Today's Mighty Oak


Slate put up an editorial, by one of my favorite writers no less, about single versus double spaces after the terminal punctuation in a sentence.

He wrote, very passionately (which is why I like his writing), about the fact that we should never use the double space.  He has no evidence however, just his own preference.  In fact, even this sentence is included:

Typographers can point to no studies or any other evidence proving that single spaces improve readability.

That’s fine if that is your preference, many copy editors and manuals of style will have their own preference.  I always say that it’s better to consistent. than anything else really.

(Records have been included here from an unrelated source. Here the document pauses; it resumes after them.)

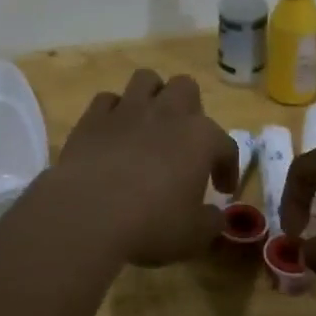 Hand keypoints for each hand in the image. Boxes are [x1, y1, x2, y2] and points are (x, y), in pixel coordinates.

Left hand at [48, 70, 238, 266]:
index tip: (222, 189)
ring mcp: (127, 110)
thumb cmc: (151, 225)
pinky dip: (113, 112)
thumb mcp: (194, 235)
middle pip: (185, 87)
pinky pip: (107, 100)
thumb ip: (211, 222)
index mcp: (200, 138)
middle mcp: (166, 113)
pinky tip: (113, 133)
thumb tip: (216, 216)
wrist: (88, 214)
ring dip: (152, 96)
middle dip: (189, 108)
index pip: (225, 145)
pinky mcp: (92, 117)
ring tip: (150, 124)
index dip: (227, 166)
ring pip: (146, 80)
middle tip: (184, 141) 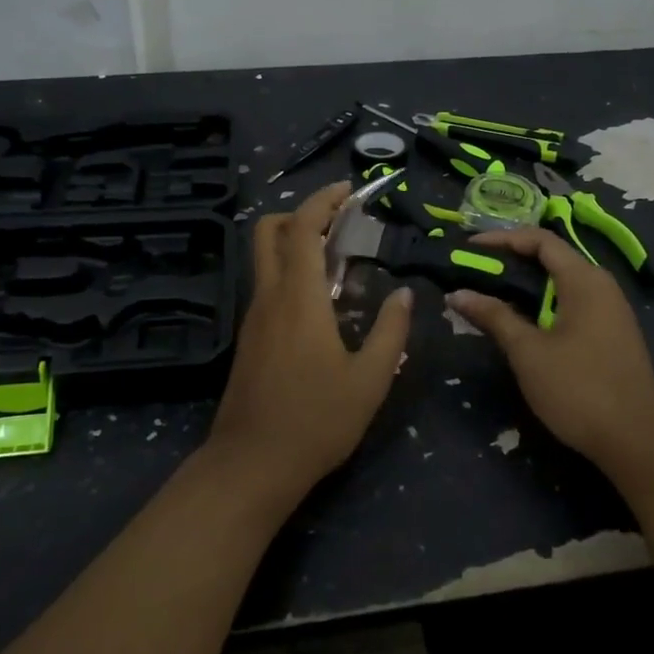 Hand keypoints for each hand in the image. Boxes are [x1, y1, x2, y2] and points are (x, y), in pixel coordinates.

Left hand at [207, 181, 412, 501]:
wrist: (252, 464)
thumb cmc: (316, 421)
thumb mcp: (370, 381)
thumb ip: (391, 333)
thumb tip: (404, 297)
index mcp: (299, 298)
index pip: (303, 229)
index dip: (324, 201)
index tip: (348, 189)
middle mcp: (269, 297)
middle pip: (268, 232)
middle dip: (300, 213)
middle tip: (338, 220)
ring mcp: (253, 318)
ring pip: (265, 259)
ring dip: (295, 243)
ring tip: (339, 259)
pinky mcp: (249, 338)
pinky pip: (267, 286)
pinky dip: (290, 272)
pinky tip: (321, 301)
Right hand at [447, 228, 653, 473]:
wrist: (636, 441)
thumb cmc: (578, 388)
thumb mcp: (528, 351)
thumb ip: (493, 316)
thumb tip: (457, 293)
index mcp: (584, 280)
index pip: (540, 240)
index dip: (502, 238)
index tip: (469, 247)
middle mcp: (601, 286)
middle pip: (551, 259)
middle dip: (510, 261)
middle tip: (473, 271)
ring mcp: (610, 311)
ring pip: (561, 284)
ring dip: (525, 285)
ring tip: (489, 295)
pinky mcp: (611, 335)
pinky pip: (571, 304)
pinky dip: (542, 304)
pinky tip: (521, 324)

My preference is a double space, but I’ve written for organizations that used single space, and changed my typing accordingly.  I feel that a double space after a sentence lends itself better when reading text out loud, cuing the speaker to breath and leave a longer pause than after a comma.  I also find it easier when skimming a book, usually for the third or fourth time, looking for a specific quote, a double space helps me search faster.

But again, just go for consistency, let the professional typographers sort it out when you get a book published.  Otherwise, just listen to your current editor.

Slog weighs in here and the original article can be found here.



So, as much as it pains me to write, if you read something in Comic-Sans, you’re more prone to comprehend and remember.  Because it is harder to read, people concentrate more, therefore retaining more information:

What this means is that Comic Sans may be hideous, but it has its place in the world besides angry screeds by the owner of the Cleveland Cavaliers. If you’re a student and your professor starts to put material in funky fonts, you’ll know why.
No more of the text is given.